MANHATTAN (CN) — A New York federal appeals court on Thursday refused to overturn the dismissal of antitrust claims brought by two Brown University students who claim the Ivy League division’s longstanding prohibition on athletic scholarships and compensation amounts to illegal price fixing in violation of federal antitrust law.

“Plaintiffs’ failure to plead a relevant market is fatal to both their direct and indirect allegations of anticompetitive harm under the Sherman Act,” the Second Circuit panel wrote in its opinion, affirming the lower court’s dismissal of the student-athletes’ antitrust claims against the Ivy League colleges. “The District Court thus properly dismissed the plaintiffs’ sole claim.”
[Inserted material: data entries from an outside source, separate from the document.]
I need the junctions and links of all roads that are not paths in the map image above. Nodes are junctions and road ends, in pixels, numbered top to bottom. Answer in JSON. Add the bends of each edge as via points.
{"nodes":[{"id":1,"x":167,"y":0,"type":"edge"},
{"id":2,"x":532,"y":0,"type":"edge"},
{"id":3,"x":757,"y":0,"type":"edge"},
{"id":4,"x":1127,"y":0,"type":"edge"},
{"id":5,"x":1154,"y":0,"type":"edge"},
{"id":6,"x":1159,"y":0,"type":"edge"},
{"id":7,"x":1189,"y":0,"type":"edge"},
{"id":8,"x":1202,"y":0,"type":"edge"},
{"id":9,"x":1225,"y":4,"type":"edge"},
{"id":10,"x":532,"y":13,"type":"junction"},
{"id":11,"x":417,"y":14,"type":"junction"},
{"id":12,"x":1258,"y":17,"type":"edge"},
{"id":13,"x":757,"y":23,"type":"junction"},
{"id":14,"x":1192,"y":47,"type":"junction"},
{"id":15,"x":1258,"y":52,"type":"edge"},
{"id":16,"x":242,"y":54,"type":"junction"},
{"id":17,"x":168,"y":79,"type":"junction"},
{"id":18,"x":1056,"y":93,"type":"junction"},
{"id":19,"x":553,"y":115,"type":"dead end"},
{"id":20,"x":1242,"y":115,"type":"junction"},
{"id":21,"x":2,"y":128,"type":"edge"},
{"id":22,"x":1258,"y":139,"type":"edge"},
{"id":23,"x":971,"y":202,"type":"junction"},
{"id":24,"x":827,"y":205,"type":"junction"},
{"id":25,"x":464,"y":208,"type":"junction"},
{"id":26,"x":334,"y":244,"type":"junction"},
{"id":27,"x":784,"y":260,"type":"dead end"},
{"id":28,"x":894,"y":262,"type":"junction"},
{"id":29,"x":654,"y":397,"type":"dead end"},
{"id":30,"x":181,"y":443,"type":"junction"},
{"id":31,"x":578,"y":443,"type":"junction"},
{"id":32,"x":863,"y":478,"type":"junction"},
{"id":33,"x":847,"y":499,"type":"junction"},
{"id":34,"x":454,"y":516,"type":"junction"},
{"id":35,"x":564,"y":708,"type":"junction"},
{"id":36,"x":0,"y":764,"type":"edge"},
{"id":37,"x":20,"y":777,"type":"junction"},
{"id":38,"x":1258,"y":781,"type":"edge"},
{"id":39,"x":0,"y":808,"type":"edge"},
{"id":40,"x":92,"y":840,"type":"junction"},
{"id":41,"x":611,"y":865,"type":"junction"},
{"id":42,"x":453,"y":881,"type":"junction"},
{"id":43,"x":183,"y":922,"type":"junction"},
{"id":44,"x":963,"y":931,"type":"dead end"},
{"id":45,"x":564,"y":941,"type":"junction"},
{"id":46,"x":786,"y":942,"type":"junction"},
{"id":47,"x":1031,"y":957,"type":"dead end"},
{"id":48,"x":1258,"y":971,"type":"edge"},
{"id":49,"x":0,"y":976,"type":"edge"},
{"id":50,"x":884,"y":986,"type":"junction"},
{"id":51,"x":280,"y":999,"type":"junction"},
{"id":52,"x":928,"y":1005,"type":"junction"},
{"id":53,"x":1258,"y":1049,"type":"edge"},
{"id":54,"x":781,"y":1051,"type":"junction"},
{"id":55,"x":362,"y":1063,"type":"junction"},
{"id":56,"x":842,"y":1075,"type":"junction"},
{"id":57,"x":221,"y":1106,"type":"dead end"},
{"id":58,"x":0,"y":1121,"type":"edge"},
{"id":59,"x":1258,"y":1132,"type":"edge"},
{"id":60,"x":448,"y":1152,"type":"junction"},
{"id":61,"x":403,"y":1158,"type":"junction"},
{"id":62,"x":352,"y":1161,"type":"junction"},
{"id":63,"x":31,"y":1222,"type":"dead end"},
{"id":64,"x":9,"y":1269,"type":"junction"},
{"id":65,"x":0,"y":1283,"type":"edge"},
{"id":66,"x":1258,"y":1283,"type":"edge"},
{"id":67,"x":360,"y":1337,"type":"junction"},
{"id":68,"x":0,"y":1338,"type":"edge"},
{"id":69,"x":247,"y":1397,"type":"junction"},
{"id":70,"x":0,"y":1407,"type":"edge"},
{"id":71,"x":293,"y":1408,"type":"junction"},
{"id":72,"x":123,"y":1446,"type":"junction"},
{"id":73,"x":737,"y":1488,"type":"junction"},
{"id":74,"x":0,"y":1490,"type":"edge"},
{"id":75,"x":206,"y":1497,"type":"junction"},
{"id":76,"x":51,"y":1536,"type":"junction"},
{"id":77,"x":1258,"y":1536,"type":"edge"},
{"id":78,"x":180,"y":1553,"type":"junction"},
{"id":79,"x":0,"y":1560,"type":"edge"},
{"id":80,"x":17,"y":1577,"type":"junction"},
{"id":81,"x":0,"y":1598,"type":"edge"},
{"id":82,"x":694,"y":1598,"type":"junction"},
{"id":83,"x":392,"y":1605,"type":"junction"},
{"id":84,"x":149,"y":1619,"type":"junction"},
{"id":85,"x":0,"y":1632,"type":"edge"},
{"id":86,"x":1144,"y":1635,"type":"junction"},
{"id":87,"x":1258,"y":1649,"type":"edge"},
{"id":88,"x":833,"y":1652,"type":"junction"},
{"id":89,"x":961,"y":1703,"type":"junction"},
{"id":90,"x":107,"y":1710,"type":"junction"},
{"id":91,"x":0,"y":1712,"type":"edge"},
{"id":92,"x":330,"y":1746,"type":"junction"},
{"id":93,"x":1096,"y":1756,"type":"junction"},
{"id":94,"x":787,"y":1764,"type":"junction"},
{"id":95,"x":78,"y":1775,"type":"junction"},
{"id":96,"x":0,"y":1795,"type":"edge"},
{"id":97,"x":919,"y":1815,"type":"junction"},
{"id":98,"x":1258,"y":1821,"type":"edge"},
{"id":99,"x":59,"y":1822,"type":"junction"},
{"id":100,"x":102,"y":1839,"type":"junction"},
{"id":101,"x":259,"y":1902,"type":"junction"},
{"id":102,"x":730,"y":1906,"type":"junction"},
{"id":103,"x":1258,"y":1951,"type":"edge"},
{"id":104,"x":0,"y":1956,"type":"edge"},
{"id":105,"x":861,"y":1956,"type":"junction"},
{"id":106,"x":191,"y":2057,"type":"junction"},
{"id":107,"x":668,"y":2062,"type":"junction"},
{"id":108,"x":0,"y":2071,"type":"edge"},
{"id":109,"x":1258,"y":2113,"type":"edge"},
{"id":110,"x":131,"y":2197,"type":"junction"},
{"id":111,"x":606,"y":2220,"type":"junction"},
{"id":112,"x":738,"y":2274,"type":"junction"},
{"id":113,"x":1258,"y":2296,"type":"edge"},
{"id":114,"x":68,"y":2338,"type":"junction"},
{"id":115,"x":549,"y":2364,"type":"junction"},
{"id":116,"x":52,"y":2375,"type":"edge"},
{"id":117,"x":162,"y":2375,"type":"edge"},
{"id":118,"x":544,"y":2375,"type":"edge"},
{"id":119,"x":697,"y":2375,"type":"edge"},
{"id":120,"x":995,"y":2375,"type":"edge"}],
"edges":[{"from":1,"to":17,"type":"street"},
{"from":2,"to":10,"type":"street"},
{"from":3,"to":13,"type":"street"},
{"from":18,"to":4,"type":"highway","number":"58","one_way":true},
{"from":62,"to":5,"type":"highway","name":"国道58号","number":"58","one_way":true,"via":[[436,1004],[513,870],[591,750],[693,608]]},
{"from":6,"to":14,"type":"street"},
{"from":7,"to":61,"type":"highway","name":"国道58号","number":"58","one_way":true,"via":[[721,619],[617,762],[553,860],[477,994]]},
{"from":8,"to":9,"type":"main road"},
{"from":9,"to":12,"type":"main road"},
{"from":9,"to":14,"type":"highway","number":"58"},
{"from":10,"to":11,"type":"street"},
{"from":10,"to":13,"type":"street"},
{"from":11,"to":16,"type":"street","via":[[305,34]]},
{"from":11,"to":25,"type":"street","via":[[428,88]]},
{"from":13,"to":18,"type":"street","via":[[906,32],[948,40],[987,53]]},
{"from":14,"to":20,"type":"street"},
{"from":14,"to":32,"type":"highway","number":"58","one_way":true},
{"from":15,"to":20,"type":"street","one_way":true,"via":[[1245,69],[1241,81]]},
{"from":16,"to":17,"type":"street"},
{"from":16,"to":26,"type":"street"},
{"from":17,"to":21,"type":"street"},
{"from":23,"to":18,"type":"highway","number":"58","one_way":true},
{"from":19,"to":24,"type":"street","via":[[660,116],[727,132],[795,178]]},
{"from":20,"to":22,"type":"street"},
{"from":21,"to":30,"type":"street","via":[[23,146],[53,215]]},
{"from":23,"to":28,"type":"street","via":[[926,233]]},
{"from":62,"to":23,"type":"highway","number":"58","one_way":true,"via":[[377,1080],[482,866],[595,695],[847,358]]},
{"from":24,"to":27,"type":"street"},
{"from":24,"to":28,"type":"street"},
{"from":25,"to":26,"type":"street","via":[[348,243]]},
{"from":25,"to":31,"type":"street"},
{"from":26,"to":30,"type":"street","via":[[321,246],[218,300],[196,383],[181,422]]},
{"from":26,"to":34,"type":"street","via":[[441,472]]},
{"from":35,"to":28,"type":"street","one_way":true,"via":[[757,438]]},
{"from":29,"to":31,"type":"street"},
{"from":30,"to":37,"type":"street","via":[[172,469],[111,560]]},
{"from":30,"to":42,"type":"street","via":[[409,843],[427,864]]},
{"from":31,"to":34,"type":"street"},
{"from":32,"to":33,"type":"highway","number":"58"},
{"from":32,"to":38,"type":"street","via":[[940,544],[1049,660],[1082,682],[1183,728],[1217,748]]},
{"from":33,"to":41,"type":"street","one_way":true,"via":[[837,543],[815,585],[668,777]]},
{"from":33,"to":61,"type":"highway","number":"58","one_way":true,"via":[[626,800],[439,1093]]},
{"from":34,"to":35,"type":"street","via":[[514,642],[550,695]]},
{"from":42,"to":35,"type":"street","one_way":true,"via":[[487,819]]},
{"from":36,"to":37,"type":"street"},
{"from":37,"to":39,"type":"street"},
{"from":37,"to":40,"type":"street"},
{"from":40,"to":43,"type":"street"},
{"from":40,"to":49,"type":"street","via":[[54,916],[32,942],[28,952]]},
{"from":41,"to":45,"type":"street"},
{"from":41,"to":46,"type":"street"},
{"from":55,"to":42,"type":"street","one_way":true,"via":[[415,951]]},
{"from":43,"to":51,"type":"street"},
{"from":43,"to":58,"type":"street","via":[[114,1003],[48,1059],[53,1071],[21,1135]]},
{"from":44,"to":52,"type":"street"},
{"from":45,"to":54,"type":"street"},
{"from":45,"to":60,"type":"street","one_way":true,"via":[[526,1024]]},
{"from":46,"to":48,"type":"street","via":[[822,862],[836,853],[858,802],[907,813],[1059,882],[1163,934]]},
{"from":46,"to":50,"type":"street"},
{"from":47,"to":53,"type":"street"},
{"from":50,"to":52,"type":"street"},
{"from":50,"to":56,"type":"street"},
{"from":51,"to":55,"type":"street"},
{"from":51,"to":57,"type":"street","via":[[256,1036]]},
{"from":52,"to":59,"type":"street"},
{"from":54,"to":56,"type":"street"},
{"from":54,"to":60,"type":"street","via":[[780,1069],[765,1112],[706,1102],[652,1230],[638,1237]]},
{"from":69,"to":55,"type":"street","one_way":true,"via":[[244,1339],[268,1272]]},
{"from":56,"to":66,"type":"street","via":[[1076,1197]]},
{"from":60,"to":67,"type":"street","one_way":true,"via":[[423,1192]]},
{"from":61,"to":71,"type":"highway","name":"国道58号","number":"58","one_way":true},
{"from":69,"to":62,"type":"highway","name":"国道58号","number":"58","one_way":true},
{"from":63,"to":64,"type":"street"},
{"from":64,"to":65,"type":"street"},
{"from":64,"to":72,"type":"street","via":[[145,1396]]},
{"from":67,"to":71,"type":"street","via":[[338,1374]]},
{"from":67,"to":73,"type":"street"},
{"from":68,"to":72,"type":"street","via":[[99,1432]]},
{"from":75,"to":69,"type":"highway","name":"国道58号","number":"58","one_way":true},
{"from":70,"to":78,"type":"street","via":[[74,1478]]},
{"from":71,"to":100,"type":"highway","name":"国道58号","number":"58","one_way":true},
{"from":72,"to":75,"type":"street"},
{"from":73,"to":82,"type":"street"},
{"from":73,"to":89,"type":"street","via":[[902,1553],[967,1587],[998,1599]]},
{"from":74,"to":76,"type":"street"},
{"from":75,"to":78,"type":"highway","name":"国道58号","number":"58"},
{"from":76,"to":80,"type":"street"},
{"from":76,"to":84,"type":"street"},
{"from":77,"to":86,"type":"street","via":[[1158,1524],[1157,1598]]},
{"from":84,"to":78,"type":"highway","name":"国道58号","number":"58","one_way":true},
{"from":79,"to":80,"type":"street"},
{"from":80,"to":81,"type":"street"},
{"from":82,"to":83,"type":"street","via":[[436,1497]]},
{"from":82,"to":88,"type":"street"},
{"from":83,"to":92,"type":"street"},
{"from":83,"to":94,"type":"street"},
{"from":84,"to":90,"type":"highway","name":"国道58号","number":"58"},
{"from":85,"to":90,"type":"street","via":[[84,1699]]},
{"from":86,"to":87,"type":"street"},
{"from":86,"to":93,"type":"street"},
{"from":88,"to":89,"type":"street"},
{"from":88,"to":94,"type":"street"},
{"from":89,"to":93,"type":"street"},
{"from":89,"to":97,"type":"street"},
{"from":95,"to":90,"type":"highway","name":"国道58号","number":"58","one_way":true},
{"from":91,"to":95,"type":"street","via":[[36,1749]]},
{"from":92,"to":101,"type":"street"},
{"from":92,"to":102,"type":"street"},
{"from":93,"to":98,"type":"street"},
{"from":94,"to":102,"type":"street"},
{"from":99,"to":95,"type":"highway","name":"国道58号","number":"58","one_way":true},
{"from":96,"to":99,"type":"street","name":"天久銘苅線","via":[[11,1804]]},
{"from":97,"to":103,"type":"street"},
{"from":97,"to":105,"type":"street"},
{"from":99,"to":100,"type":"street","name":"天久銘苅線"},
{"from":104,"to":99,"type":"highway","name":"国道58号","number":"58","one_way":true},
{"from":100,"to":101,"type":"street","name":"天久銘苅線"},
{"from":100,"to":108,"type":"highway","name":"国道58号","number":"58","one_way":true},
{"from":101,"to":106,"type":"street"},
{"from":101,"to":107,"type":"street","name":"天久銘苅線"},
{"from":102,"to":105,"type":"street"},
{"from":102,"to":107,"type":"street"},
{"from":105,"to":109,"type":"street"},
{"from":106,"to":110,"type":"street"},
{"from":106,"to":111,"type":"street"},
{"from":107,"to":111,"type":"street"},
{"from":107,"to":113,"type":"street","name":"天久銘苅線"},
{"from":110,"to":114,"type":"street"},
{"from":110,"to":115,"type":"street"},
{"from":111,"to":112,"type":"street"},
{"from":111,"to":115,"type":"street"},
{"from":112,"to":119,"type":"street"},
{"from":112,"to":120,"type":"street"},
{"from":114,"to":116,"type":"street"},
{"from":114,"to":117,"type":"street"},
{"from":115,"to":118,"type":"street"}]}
Collegiate athletes Tamenang Choh and Grace Kirk initially filed suit in Connecticut federal court in March 2023, naming as co-defendants Brown University, Columbia University, Cornell University, Dartmouth College, Harvard University, Princeton University, University of Pennsylvania and Yale University, in addition to the Council of Ivy Group Presidents, the intercollegiate governing body that oversees athletic policies at the eight universities.

The class action focused on a pact among the elite schools from 1954 when the Ivy League athletic conference was founded — the so-called “Ivy League Agreement” — that prohibited athletic scholarships and affirmed athletes shall be admitted as students and financial aid will only be awarded on the basis of economic need.

Both plaintiffs, who played men’s and women’s basketball at Brown University, respectively, received need-based financial aid from Brown that did not cover the total of their tuition, fees, room and board and incidental expenses.

They claimed the ongoing Ivy League Agreement was price fixing that suppressed their overall financial aid, in violation of the Sherman Antitrust Act of 1890, because without athletic scholarships, they were forced to pay more in tuition than they would otherwise.

The lower court dismissed the case the following year, finding that the plaintiffs had not properly defined the relevant market for their claims of anticompetitive effects.

On appeal before the Second Circuit, Choh and Kirk asked the three-judge panel to resuscitate the thrown-out case to undergo additional litigation, asserting that they had sufficiently and plausibly pleaded a horizontal price fixing conspiracy.

Ruling against the plaintiffs on appeal, the Second Circuit panel concluded they had failed to satisfy the requirements for defining a plausible relevant market for either the sale of educational services or the purchasing of athletic services.

“We reject plaintiffs’ contention that their allegations of direct anticompetitive harm excuse them from pleading a relevant market,” the three-judge panel wrote in its opinion, affirming the lower court’s conclusion.

During oral arguments before the Second Circuit in March 2026, the panel signaled its hesitance to reverse the Connecticut federal District Court’s dismissal of the complaint.

“The thing that makes this difficult to understand is that students go to different schools, not just because of the cost, the availability of an athletic or nonathletic scholarship. They may go for other reasons,” U.S. Circuit Judge Richard Wesley, a George W. Bush appointee, said at oral arguments last month, appearing remotely by video. “They might be interested in both, but they go for other reasons, don’t they? And so don’t you have a problem about the interchangeability here, the availability of alternatives?”

U.S. Circuit Judge Dennis Jacobs, a George H.W. Bush appointee, proposed a hypothetical, querying if half of the competitors agree to pay nothing, whether or not the remaining half of the competitors were then “under much less pressure to offer fair and competitive rates” for elite student-athletes.

U.S. Circuit Judge Beth Robinson, a Joe Biden appointee from Vermont, joined Jacobs and Wesley on the panel, which did not immediately rule from the bench.

Representatives for both parties did not immediately respond to requests for comment Thursday afternoon.